To do: What is needed is an exact copy of the line where "<b>13:34</b>" appears plus every later line in the material.

Provided data:
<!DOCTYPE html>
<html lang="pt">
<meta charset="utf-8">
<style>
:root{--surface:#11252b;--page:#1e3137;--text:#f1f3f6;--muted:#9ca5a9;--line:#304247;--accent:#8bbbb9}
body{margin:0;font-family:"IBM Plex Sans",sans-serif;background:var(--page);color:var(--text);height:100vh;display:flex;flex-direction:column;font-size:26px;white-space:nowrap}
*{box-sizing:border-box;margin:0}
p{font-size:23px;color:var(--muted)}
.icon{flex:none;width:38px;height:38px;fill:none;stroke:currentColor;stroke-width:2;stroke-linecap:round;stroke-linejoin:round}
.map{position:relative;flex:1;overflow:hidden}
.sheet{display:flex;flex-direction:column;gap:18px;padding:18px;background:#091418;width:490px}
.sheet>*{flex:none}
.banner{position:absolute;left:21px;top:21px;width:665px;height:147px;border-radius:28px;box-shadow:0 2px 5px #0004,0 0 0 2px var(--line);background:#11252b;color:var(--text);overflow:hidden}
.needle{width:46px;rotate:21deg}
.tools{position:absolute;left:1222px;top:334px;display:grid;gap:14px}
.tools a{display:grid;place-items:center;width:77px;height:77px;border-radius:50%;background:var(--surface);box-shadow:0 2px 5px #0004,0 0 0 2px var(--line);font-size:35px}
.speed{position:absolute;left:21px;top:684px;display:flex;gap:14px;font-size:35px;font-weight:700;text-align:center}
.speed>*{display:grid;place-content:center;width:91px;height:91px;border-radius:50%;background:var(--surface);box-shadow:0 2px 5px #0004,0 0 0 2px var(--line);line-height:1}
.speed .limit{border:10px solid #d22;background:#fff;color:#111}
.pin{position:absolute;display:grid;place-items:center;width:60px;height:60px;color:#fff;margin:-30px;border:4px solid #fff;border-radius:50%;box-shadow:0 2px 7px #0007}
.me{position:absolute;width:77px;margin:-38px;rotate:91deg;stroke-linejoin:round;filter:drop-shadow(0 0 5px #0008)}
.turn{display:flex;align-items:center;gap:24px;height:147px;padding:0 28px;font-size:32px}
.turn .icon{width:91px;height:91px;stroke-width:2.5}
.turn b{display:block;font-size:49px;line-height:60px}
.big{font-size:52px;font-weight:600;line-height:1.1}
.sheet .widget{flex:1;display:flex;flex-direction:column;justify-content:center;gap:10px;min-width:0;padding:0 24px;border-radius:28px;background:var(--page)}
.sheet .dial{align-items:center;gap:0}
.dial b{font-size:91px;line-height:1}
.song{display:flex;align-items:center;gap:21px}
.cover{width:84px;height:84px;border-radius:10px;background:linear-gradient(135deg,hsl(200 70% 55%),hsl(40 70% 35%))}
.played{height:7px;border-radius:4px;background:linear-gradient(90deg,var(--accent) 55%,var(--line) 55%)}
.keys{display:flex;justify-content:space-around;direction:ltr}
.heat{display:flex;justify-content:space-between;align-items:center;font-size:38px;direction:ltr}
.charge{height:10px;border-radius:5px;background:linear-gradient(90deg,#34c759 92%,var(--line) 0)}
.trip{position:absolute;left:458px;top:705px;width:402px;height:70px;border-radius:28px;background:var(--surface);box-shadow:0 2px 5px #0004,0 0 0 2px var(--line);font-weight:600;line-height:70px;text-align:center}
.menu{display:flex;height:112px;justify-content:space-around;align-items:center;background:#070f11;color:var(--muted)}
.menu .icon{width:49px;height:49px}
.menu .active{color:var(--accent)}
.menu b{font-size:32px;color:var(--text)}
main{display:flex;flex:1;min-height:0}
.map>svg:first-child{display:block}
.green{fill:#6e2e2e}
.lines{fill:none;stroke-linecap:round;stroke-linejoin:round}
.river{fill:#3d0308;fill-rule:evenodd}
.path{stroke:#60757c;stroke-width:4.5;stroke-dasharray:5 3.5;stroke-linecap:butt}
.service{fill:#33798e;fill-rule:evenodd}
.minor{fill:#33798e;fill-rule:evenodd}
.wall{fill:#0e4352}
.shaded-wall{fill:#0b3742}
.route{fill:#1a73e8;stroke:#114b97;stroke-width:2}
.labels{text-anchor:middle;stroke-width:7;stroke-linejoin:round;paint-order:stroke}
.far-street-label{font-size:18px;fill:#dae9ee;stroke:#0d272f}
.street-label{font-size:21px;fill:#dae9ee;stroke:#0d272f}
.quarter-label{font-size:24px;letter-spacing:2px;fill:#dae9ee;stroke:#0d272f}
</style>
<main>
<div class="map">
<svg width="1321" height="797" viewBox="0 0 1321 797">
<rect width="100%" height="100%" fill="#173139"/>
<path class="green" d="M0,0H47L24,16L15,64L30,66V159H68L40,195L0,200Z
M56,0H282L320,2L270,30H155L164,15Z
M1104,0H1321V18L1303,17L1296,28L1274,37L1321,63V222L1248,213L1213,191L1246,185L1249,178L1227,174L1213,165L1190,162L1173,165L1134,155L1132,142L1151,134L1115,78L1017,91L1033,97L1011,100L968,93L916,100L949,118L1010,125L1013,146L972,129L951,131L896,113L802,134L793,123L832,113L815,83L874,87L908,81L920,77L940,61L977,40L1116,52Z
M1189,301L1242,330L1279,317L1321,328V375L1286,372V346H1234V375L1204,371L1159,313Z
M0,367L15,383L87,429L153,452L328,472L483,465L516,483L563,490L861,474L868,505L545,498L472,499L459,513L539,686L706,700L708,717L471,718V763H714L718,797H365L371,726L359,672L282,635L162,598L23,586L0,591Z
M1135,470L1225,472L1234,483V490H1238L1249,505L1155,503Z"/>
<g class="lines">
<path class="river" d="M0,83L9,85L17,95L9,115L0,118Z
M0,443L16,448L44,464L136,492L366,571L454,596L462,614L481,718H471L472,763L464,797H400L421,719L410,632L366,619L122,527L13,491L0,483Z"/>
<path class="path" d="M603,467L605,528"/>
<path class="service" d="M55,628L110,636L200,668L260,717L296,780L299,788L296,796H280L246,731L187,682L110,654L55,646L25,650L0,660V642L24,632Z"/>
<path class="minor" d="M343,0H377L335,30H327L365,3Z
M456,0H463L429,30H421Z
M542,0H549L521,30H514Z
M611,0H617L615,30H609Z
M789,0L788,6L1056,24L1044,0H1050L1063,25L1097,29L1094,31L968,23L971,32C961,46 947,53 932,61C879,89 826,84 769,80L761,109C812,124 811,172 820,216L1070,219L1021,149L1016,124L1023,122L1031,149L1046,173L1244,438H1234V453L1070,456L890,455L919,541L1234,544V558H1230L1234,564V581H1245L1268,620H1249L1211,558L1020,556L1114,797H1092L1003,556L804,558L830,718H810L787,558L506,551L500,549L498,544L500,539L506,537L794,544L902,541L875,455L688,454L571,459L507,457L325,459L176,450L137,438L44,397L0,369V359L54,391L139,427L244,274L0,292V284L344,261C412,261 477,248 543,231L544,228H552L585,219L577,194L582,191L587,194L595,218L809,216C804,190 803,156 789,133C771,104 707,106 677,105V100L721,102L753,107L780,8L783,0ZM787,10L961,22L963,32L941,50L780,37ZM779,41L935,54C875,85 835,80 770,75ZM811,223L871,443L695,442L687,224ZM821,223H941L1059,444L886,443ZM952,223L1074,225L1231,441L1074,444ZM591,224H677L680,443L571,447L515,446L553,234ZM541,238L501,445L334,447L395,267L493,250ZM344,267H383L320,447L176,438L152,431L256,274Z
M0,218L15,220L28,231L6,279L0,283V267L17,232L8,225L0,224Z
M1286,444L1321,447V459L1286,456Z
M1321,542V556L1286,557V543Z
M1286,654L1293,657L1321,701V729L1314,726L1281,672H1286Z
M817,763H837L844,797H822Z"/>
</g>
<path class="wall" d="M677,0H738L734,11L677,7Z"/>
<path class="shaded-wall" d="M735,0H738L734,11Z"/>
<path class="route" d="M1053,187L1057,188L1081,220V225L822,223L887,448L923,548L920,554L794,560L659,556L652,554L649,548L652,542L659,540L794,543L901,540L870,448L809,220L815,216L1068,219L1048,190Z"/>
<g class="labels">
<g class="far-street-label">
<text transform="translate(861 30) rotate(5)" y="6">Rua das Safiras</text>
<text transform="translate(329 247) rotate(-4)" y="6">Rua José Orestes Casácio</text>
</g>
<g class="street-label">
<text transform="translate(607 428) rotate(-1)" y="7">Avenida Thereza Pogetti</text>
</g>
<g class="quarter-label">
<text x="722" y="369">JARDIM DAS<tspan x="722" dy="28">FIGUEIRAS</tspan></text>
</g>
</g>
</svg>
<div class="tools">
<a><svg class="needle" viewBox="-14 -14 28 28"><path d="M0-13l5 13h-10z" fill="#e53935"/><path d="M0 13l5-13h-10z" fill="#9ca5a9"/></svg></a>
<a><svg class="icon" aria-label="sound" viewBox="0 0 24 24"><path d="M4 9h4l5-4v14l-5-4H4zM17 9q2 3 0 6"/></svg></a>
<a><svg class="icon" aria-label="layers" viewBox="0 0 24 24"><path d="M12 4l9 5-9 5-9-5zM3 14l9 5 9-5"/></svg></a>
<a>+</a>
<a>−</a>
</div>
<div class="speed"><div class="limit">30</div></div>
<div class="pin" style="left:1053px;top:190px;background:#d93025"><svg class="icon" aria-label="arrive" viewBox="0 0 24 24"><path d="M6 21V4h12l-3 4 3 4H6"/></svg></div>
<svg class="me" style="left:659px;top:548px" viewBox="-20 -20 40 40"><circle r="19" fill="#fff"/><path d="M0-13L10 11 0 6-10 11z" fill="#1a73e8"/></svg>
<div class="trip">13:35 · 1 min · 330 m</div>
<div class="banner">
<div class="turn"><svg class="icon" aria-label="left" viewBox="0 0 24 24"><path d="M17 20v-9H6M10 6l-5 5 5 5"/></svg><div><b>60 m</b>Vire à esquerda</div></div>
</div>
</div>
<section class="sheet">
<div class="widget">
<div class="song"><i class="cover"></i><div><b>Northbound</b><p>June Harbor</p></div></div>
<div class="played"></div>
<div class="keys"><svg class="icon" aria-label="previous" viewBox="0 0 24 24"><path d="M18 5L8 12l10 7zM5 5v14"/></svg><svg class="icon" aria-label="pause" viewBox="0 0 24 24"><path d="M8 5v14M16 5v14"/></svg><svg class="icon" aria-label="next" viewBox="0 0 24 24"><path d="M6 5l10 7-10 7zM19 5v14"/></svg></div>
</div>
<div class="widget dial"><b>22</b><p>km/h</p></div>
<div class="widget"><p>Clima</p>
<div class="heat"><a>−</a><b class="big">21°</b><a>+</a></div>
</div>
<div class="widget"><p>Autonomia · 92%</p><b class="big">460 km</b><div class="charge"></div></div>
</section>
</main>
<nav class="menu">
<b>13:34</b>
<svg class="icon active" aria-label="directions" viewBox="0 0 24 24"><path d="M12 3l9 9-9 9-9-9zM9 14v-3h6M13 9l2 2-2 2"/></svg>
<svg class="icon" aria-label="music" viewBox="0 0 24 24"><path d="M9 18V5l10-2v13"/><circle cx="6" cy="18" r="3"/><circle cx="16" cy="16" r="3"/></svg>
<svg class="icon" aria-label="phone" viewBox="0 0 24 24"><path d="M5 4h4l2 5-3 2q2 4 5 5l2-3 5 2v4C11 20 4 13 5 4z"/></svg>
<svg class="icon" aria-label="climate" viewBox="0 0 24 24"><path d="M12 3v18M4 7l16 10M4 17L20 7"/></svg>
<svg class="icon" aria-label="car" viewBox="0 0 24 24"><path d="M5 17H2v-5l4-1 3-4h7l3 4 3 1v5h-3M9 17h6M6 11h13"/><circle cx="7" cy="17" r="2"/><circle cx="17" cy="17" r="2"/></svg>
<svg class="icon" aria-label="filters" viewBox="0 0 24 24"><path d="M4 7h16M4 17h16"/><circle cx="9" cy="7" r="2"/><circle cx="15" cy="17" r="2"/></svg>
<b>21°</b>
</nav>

Expected answer:
<b>13:34</b>
<svg class="icon active" aria-label="directions" viewBox="0 0 24 24"><path d="M12 3l9 9-9 9-9-9zM9 14v-3h6M13 9l2 2-2 2"/></svg>
<svg class="icon" aria-label="music" viewBox="0 0 24 24"><path d="M9 18V5l10-2v13"/><circle cx="6" cy="18" r="3"/><circle cx="16" cy="16" r="3"/></svg>
<svg class="icon" aria-label="phone" viewBox="0 0 24 24"><path d="M5 4h4l2 5-3 2q2 4 5 5l2-3 5 2v4C11 20 4 13 5 4z"/></svg>
<svg class="icon" aria-label="climate" viewBox="0 0 24 24"><path d="M12 3v18M4 7l16 10M4 17L20 7"/></svg>
<svg class="icon" aria-label="car" viewBox="0 0 24 24"><path d="M5 17H2v-5l4-1 3-4h7l3 4 3 1v5h-3M9 17h6M6 11h13"/><circle cx="7" cy="17" r="2"/><circle cx="17" cy="17" r="2"/></svg>
<svg class="icon" aria-label="filters" viewBox="0 0 24 24"><path d="M4 7h16M4 17h16"/><circle cx="9" cy="7" r="2"/><circle cx="15" cy="17" r="2"/></svg>
<b>21°</b>
</nav>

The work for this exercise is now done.